Conversations, discussions, arguments: these used to be part of spending time with other people, enjoying their company. Anyone who has lived completely alone – days and nights without any meaningful human interaction – can tell you how spiritually nourishing it is just to be in the physical presence of people who like and accept you, hearing their light-hearted talk and occasionally joining in, basking in their phatic utterances: the murmurs of agreement and appreciation that show they’re listening. It is so natural that you don’t notice the good it is doing you. Only afterwards, you find you are in an inexplicably good and contented mood. Something that had been missing, leaving an inflamed, poisonous cyst of absence, making everything fraught and distressing, has been restored to you.
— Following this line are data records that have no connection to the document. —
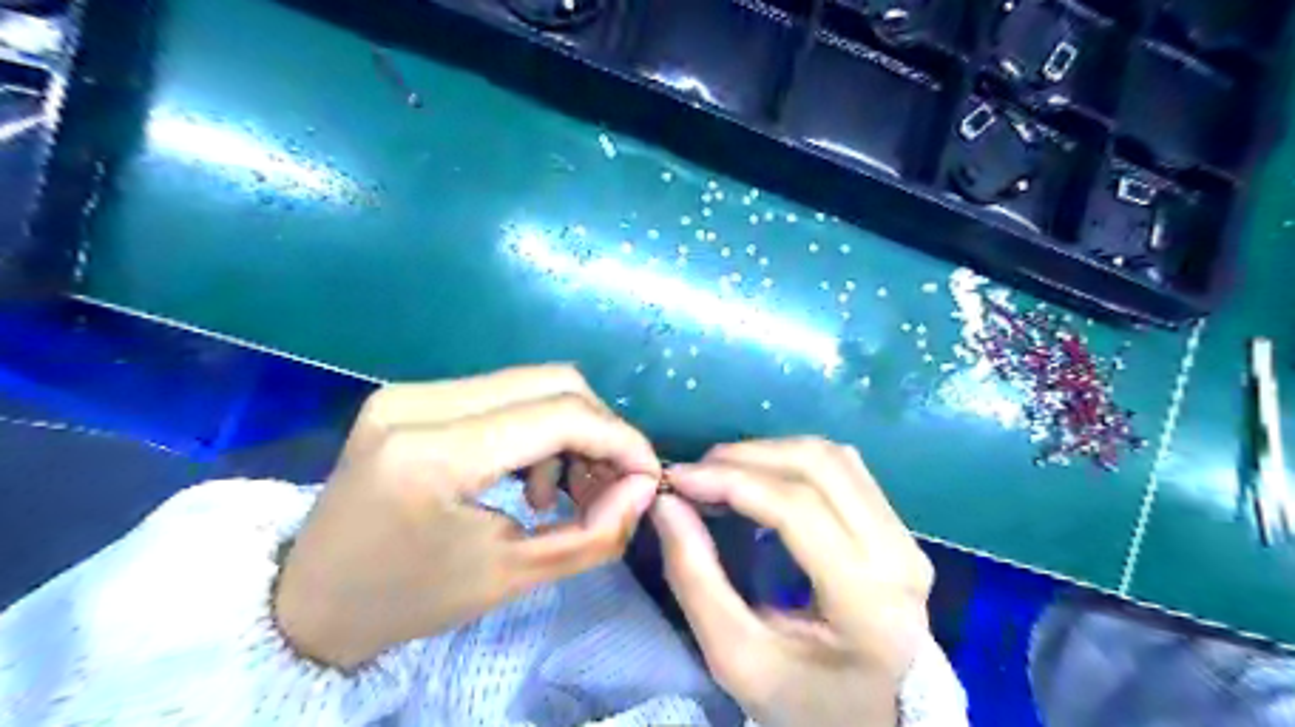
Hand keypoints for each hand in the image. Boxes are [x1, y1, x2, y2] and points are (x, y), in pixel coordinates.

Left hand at [269, 365, 657, 668]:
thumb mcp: (513, 577)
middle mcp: (418, 402)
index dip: (619, 439)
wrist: (310, 601)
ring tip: (566, 489)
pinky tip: (529, 475)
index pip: (559, 415)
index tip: (648, 473)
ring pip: (530, 383)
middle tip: (612, 481)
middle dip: (599, 429)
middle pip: (551, 381)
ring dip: (568, 429)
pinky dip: (535, 428)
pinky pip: (501, 394)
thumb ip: (594, 533)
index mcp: (433, 454)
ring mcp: (409, 390)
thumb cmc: (410, 600)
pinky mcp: (410, 394)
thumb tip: (643, 486)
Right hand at [654, 437, 938, 726]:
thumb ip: (696, 578)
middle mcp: (900, 557)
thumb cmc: (804, 702)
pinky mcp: (899, 529)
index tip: (678, 477)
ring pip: (833, 457)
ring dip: (769, 452)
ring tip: (722, 473)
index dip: (732, 480)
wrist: (873, 723)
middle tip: (696, 473)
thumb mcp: (737, 658)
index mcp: (869, 603)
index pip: (798, 510)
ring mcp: (906, 538)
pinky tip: (761, 479)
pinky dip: (793, 461)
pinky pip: (844, 469)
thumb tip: (668, 503)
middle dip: (746, 457)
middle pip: (819, 467)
Effortlessly.
None of these restorative qualities can be found in online interactions. There is no phatic talk, of course, no warm human presence, no breath except your own, only the bleak silence of being alone, as you compose your next message uninterrupted and unguided.
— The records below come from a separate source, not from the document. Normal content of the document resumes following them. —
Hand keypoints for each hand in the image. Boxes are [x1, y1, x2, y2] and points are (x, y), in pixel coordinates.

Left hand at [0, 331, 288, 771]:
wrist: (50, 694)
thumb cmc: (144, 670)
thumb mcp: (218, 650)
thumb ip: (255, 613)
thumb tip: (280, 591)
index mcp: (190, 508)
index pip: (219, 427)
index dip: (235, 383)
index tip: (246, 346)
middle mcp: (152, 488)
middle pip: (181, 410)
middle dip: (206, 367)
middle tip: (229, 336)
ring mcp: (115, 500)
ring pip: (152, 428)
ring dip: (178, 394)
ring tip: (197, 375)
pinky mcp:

A huge amount, perhaps the majority, of human talk is a celebration of togetherness but all social media really allows you to do is leave messages of content. It’s like having a conversation with a flat-mate by leaving post-its on the fridge. (“Please stop stealing my milk. By the way, how are you?”) There is no point in conversation for its own sake, under these circumstances, so you need to have something important to say, some urgent information to impart, otherwise your messages seem utterly inane and pointless. Online talk is stripped bare of all human warmth. It is no wonder that it turns so often to hate-filled abuse.